The Court also made practical observations about how these issues should be raised. It noted that some interlocutory applications have sought so-called interlocutory declarations that a proceeding was not properly commenced as a class action, and described that as heterodox. The preferred course, according to the extract, is either to seek to strike out the representative components of the process or to seek separate and early final determination of the issue.

Another practical point concerns group definitions based on contested legal conclusions. A definition framed by reference to a conclusion such as employees to whom the Award applied may seem objective, but it can conceal a serious structural problem. If the legal conclusion fails, the class may disappear. Businesses and advisers should therefore read group definitions carefully and ask whether they identify people by workable factual criteria, or whether they depend on a contested conclusion that may later collapse.
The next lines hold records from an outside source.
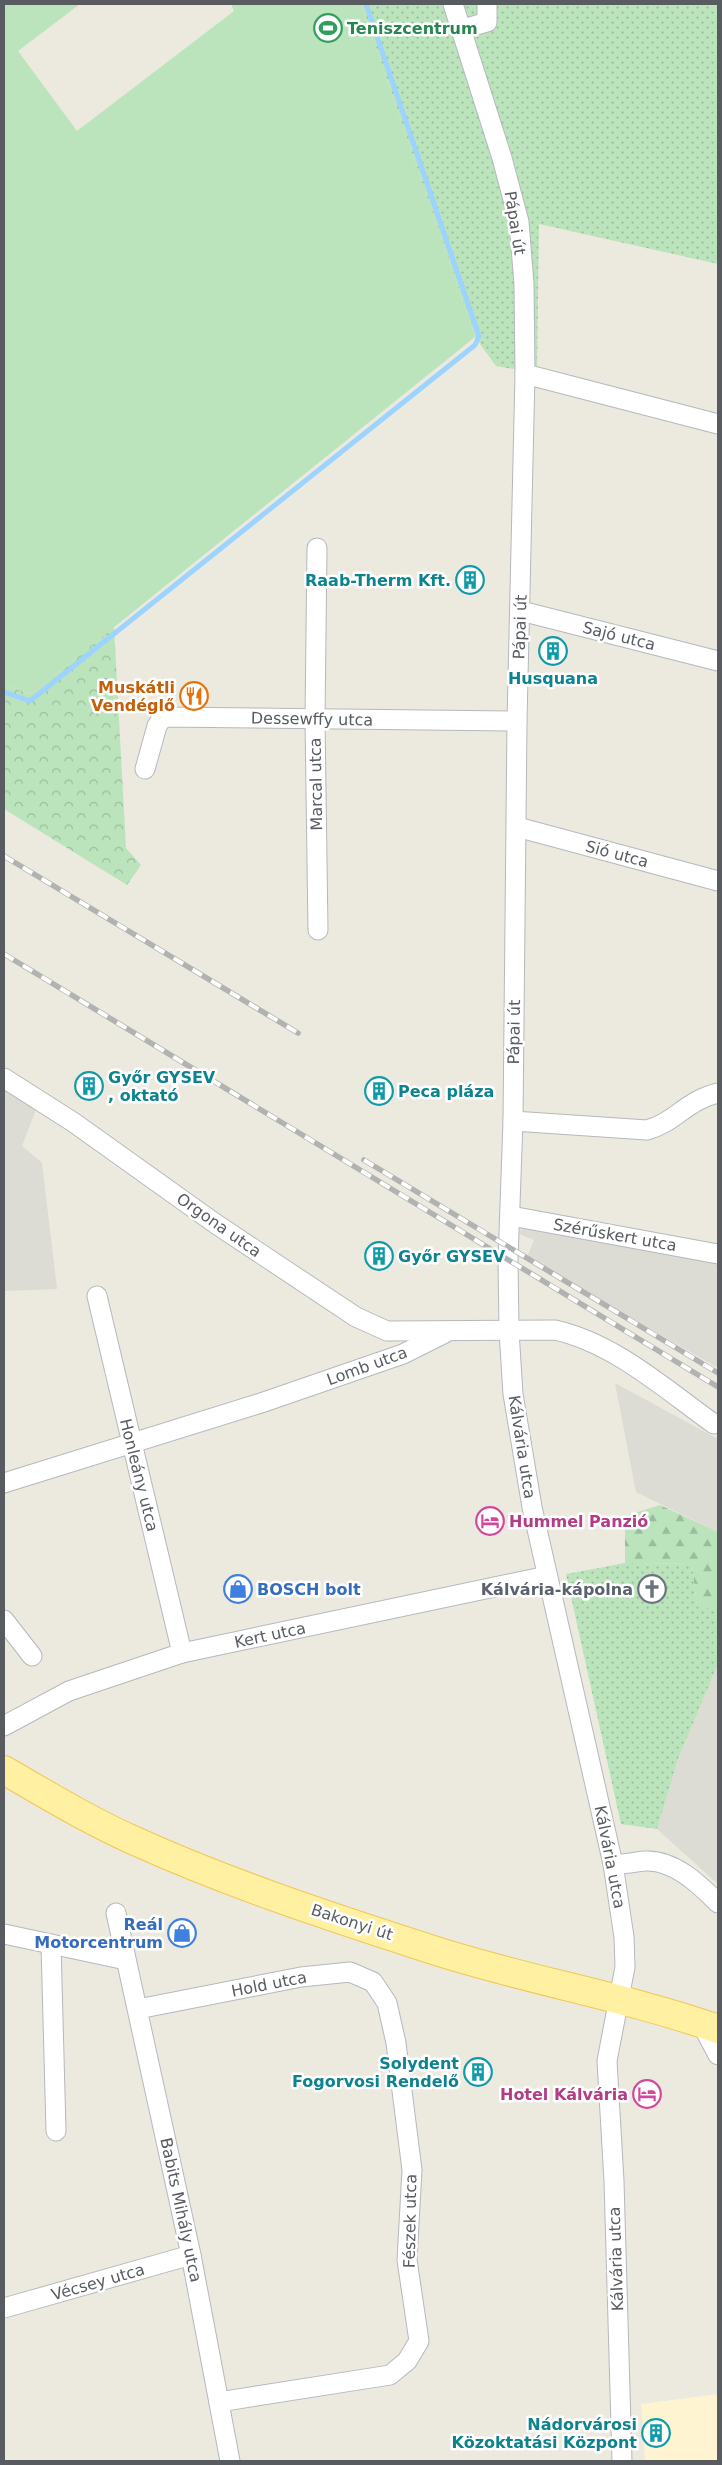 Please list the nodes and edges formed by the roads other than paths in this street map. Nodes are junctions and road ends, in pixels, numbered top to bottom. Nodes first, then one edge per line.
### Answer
1 (454, 4) edge
2 (487, 4) edge
3 (462, 29) junction
4 (525, 374) junction
5 (718, 424) edge
6 (317, 548) dead end
7 (521, 611) junction
8 (718, 661) edge
9 (314, 720) junction
10 (517, 721) junction
11 (145, 769) dead end
12 (516, 827) junction
13 (718, 881) edge
14 (318, 930) dead end
15 (4, 1078) edge
16 (718, 1093) edge
17 (513, 1121) junction
18 (511, 1216) junction
19 (718, 1254) edge
20 (508, 1260) joint
21 (97, 1296) dead end
22 (448, 1331) junction
23 (509, 1331) junction
24 (714, 1424) dead end
25 (131, 1444) junction
26 (4, 1483) edge
27 (547, 1576) junction
28 (4, 1620) edge
29 (182, 1653) junction
30 (32, 1656) dead end
31 (4, 1726) edge
32 (4, 1770) edge
33 (614, 1864) junction
34 (718, 1903) edge
35 (116, 1913) dead end
36 (4, 1934) edge
37 (51, 1944) junction
38 (126, 1960) junction
39 (619, 2000) junction
40 (387, 2003) joint
41 (138, 2009) junction
42 (710, 2026) edge
43 (718, 2055) edge
44 (56, 2131) dead end
45 (192, 2255) junction
46 (4, 2308) edge
47 (218, 2402) junction
48 (230, 2461) edge
49 (622, 2461) edge

1 - 3 street, Pápai út
2 - 3 street
3 - 4 street, Pápai út
4 - 5 street
4 - 7 street, Pápai út
6 - 9 street, Marcal utca
7 - 8 street, Sajó utca
7 - 10 street, Pápai út
9 - 10 street, Dessewffy utca
9 - 11 street, Dessewffy utca
9 - 14 street, Marcal utca
10 - 12 street, Pápai út
12 - 13 street, Sió utca
12 - 17 street, Pápai út
15 - 22 street, Orgona utca
16 - 17 street
17 - 18 street, Pápai út
18 - 19 street, Szérűskert utca
18 - 20 street, Pápai út
20 - 23 street, Kálvária utca
21 - 25 street, Honleány utca
22 - 23 street, Lomb utca
22 - 25 street, Lomb utca
23 - 24 street, Lomb utca
23 - 27 street, Kálvária utca
25 - 26 street, Lomb utca
25 - 29 street, Honleány utca
27 - 29 street, Kert utca
27 - 33 street, Kálvária utca
28 - 30 street
29 - 31 street, Kert utca
32 - 39 main road, Bakonyi út
33 - 34 street
33 - 39 street, Kálvária utca
35 - 38 street, Babits Mihály utca
36 - 37 street
37 - 38 street
37 - 44 street
38 - 41 street, Babits Mihály utca
39 - 42 main road, Bakonyi út
39 - 49 street, Kálvária utca
40 - 41 street, Hold utca
40 - 47 street, Fészek utca
41 - 45 street, Babits Mihály utca
42 - 43 street
45 - 46 street, Vécsey utca
45 - 47 street, Babits Mihály utca
47 - 48 street, Babits Mihály utca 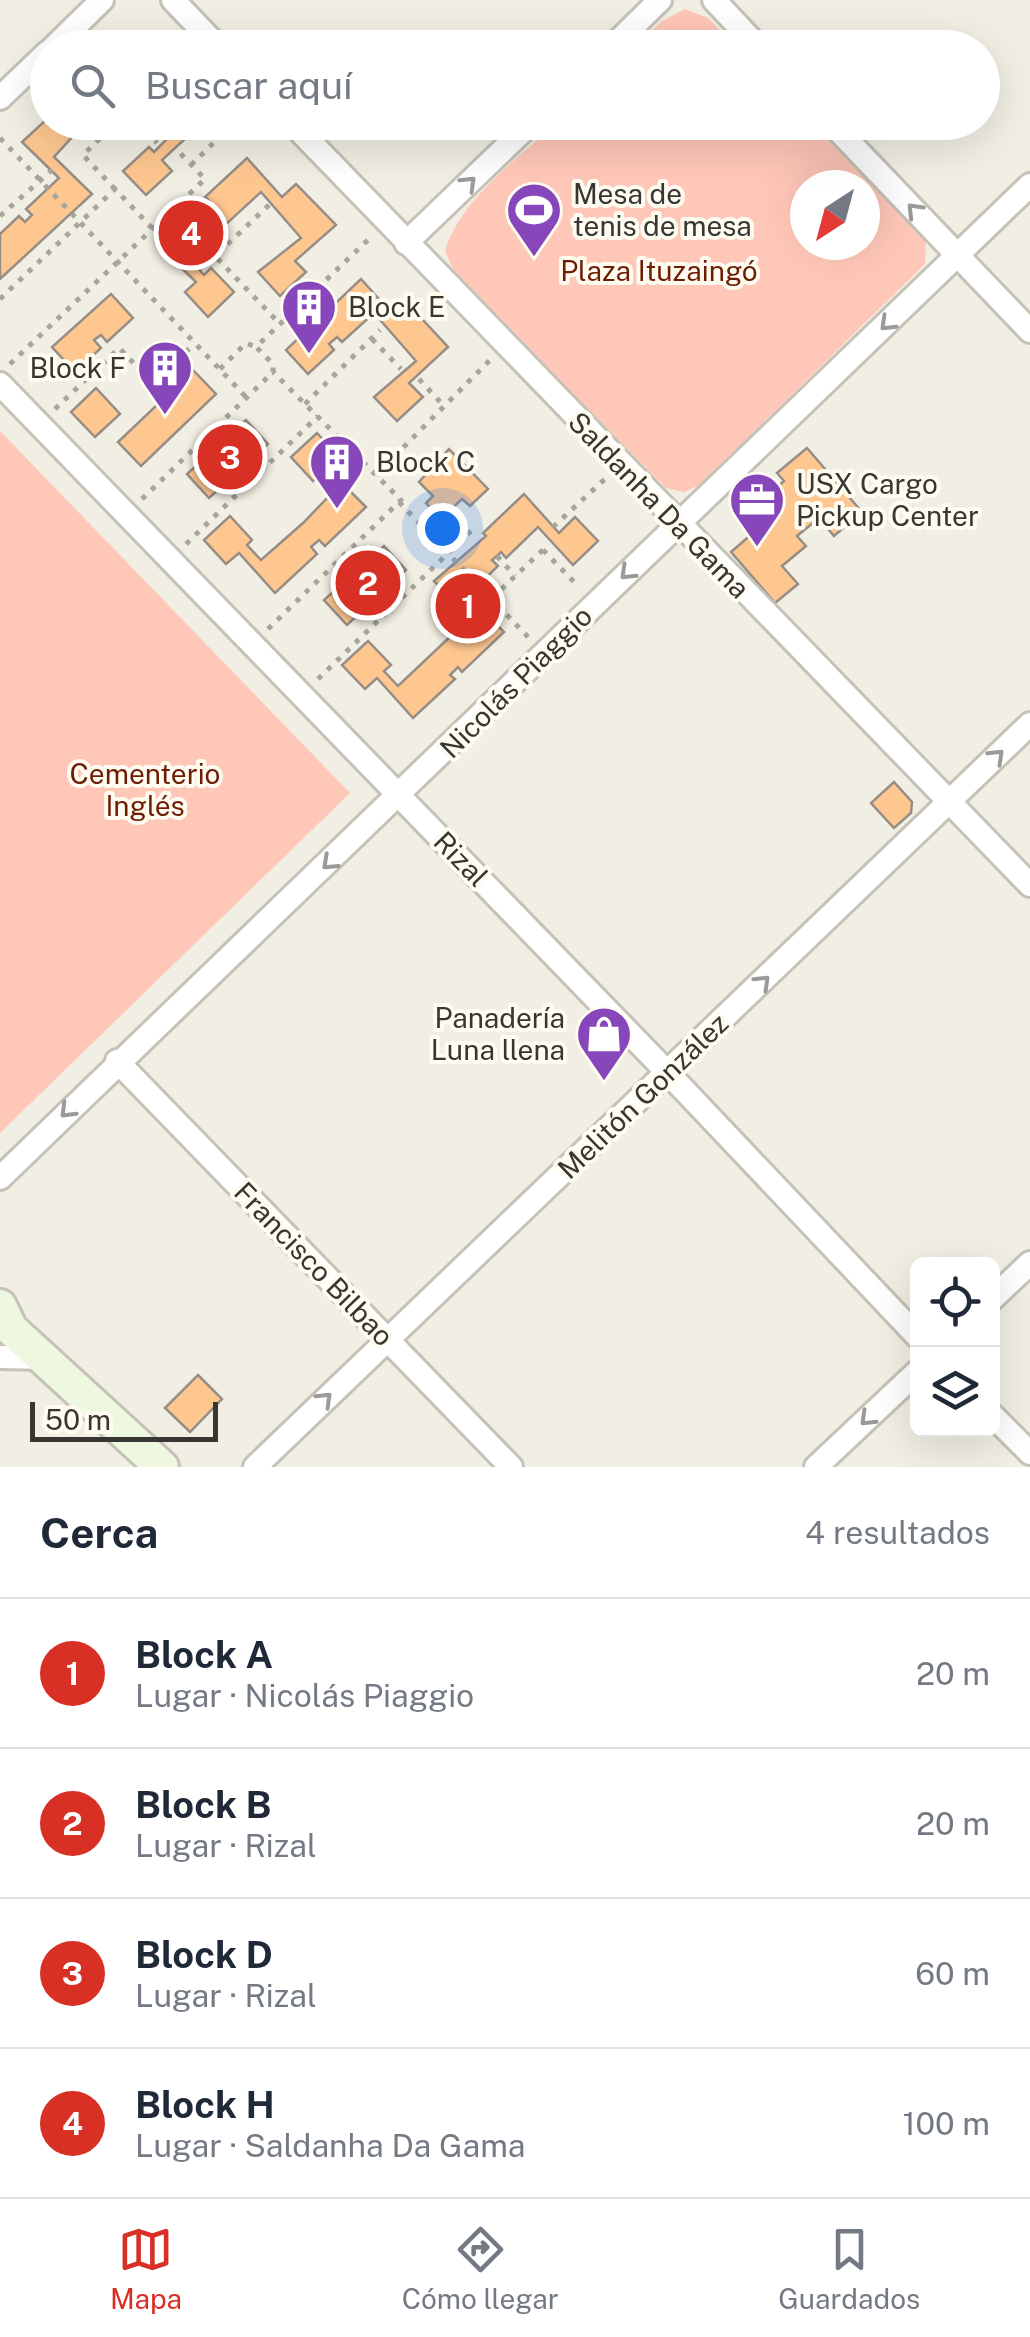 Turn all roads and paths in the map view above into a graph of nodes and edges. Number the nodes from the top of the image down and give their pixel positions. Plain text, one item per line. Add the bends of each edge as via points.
1 (102, 0) edge
2 (173, 0) edge
3 (660, 0) edge
4 (714, 0) edge
5 (71, 30) edge
6 (202, 30) edge
7 (629, 30) edge
8 (742, 30) edge
9 (30, 69) edge
10 (0, 98) edge
11 (0, 138) edge
12 (98, 140) edge
13 (153, 140) edge
14 (217, 140) edge
15 (308, 140) edge
16 (513, 140) edge
17 (847, 140) edge
18 (156, 143) dead end
19 (179, 152) dead end
20 (191, 164) junction
21 (52, 170) dead end
22 (40, 180) junction
23 (1030, 185) edge
24 (116, 189) junction
25 (268, 205) dead end
26 (0, 216) edge
27 (387, 222) junction
28 (80, 223) junction
29 (153, 229) junction
30 (406, 243) junction
31 (957, 256) junction
32 (118, 262) junction
33 (0, 299) edge
34 (280, 324) junction
35 (380, 330) dead end
36 (1030, 331) edge
37 (372, 339) junction
38 (195, 344) junction
39 (504, 346) junction
40 (256, 347) junction
41 (219, 369) junction
42 (401, 369) dead end
43 (274, 372) junction
44 (0, 374) edge
45 (419, 379) dead end
46 (0, 384) edge
47 (247, 398) junction
48 (305, 404) junction
49 (444, 406) junction
50 (318, 416) junction
51 (39, 424) junction
52 (620, 466) junction
53 (376, 475) junction
54 (399, 502) junction
55 (125, 515) junction
56 (677, 525) junction
57 (475, 527) dead end
58 (553, 527) dead end
59 (448, 553) junction
60 (497, 556) dead end
61 (169, 560) junction
62 (515, 576) junction
63 (492, 598) junction
64 (595, 604) junction
65 (252, 646) junction
66 (543, 653) junction
67 (301, 696) junction
68 (1030, 724) edge
69 (400, 797) junction
70 (950, 802) junction
71 (1030, 886) edge
72 (116, 1061) junction
73 (668, 1073) junction
74 (0, 1178) edge
75 (1030, 1263) edge
76 (1000, 1291) edge
77 (3, 1329) edge
78 (910, 1329) edge
79 (388, 1338) junction
80 (910, 1378) edge
81 (1000, 1423) edge
82 (1030, 1454) edge
83 (162, 1467) edge
84 (255, 1467) edge
85 (511, 1467) edge
86 (816, 1467) edge

1 - 5 street
2 - 6 street
3 - 7 street
4 - 8 street
9 - 10 street
11 - 22 path
12 - 24 path via 83,155
13 - 18 path
14 - 20 path
15 - 27 street, Saldanha Da Gama
30 -> 16 street
31 -> 17 street
19 - 20 path
20 - 29 path via 205,180
21 - 22 path
22 - 26 path
22 - 28 path
23 - 31 street, Nicolás Piaggio
24 - 28 path
24 - 29 path
25 - 34 path via 215,256
27 - 30 street, Saldanha Da Gama
27 - 34 path
28 - 32 path
28 - 33 path
29 - 32 path
30 - 39 street, Saldanha Da Gama
31 - 36 street
31 -> 56 street, Nicolás Piaggio
32 - 38 path
32 - 44 path
34 - 40 path
35 - 37 path
37 - 42 path
37 - 48 path
38 - 41 path
38 - 51 path via 153,383 119,348
39 - 49 path
39 - 52 street, Saldanha Da Gama
40 - 41 path via 246,344
40 - 43 path
41 - 47 path
43 - 47 path
43 - 48 path
45 - 49 path
46 - 51 street, Rizal
47 - 55 path
48 - 50 path
49 - 53 path
50 - 53 path
50 - 61 path
51 - 55 street, Rizal
52 - 56 street, Saldanha Da Gama
52 - 58 path
53 - 54 path
54 - 59 path
54 - 65 path
55 - 61 street, Rizal
56 -> 64 street, Nicolás Piaggio
56 - 70 street, Saldanha Da Gama
57 - 59 path
59 - 63 path
59 - 67 path
60 - 62 path
61 - 65 street, Rizal
62 - 63 path
62 - 64 path via 546,547
63 - 66 path
64 - 66 street, Nicolás Piaggio
65 - 67 street, Rizal
66 - 69 street, Nicolás Piaggio
67 - 69 street, Rizal
70 -> 68 street, Melitón González
69 -> 72 street, Nicolás Piaggio
69 - 73 street, Rizal
70 - 71 street, Saldanha Da Gama
73 -> 70 street, Melitón González
72 -> 74 street, Nicolás Piaggio
72 - 79 street, Francisco Bilbao
73 - 78 street, Rizal
73 - 79 street, Melitón González
75 - 76 street
77 - 83 main road
84 -> 79 street, Melitón González
79 - 85 street, Francisco Bilbao
80 -> 86 street
81 - 82 street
The Court also linked early resolution of gateway issues to the efficient management of proceedings. Whether a matter is a representative proceeding or an ordinary inter partes proceeding affects the course of litigation at every stage. That includes case management, communications with group members, opt-out processes, settlement approval and the binding effect of outcomes. In that sense, the decision is not only about amendment timing. It is about the Court's need to know what kind of proceeding it is actually managing.

Questions business readers often ask

Does this case mean a class action fails whenever the group definition is disputed? No. The Court distinguished between ordinary disputes about pleading and a genuine failure to satisfy the statutory gateway. A disputed group definition is not automatically fatal. The problem here was that the legal premise underpinning the extant definition had been found unsustainable and the group was accepted to be empty.

Could the proceeding still continue in some form? The extract indicates the Court considered whether the matter commenced and remained as a representative proceeding and whether it became an inter partes proceeding. However, the available text is truncated, so this page does not go beyond the points clearly supported by the extract.

Why did the date matter so much? Because the applicant wanted the amended claims to take effect from an earlier date, potentially affecting the practical position of group claims. The Full Court instead ordered that the amendments took effect from 15 August 2025 when the amended originating application and amended statement of claim were filed.

Is this only relevant to large listed companies? No. The Court itself noted the increasing number of employment and non-commercial disputes being pursued as representative proceedings. Any employer with a sizeable workforce and common payroll settings can face similar issues.

What should a business do now? Review industrial instrument coverage, salary arrangements and hours practices. If a broad employee claim is made, analyse the legal basis of the group definition early rather than treating the representative label as settled.

Dates and status

The Full Court judgment is dated 10 April 2026. The proceeding itself began in April 2023. A further amendment application was filed in July 2024 and dismissed in December 2024. The later amendment application was filed on 16 June 2025, heard on 25 July 2025, and the primary judge's orders were made on 1 August 2025. The amended originating application and amended statement of claim were filed on 15 August 2025, which is the operative date fixed by the Full Court for the amendments allowed by the primary judge.

This page remains under review because the available judgment text is truncated. The extract is sufficient to explain the procedural story, the gateway issue and the orders made. But later paragraphs of the reasons may add detail on the Court's treatment of conversion, inter partes status and any further procedural consequences.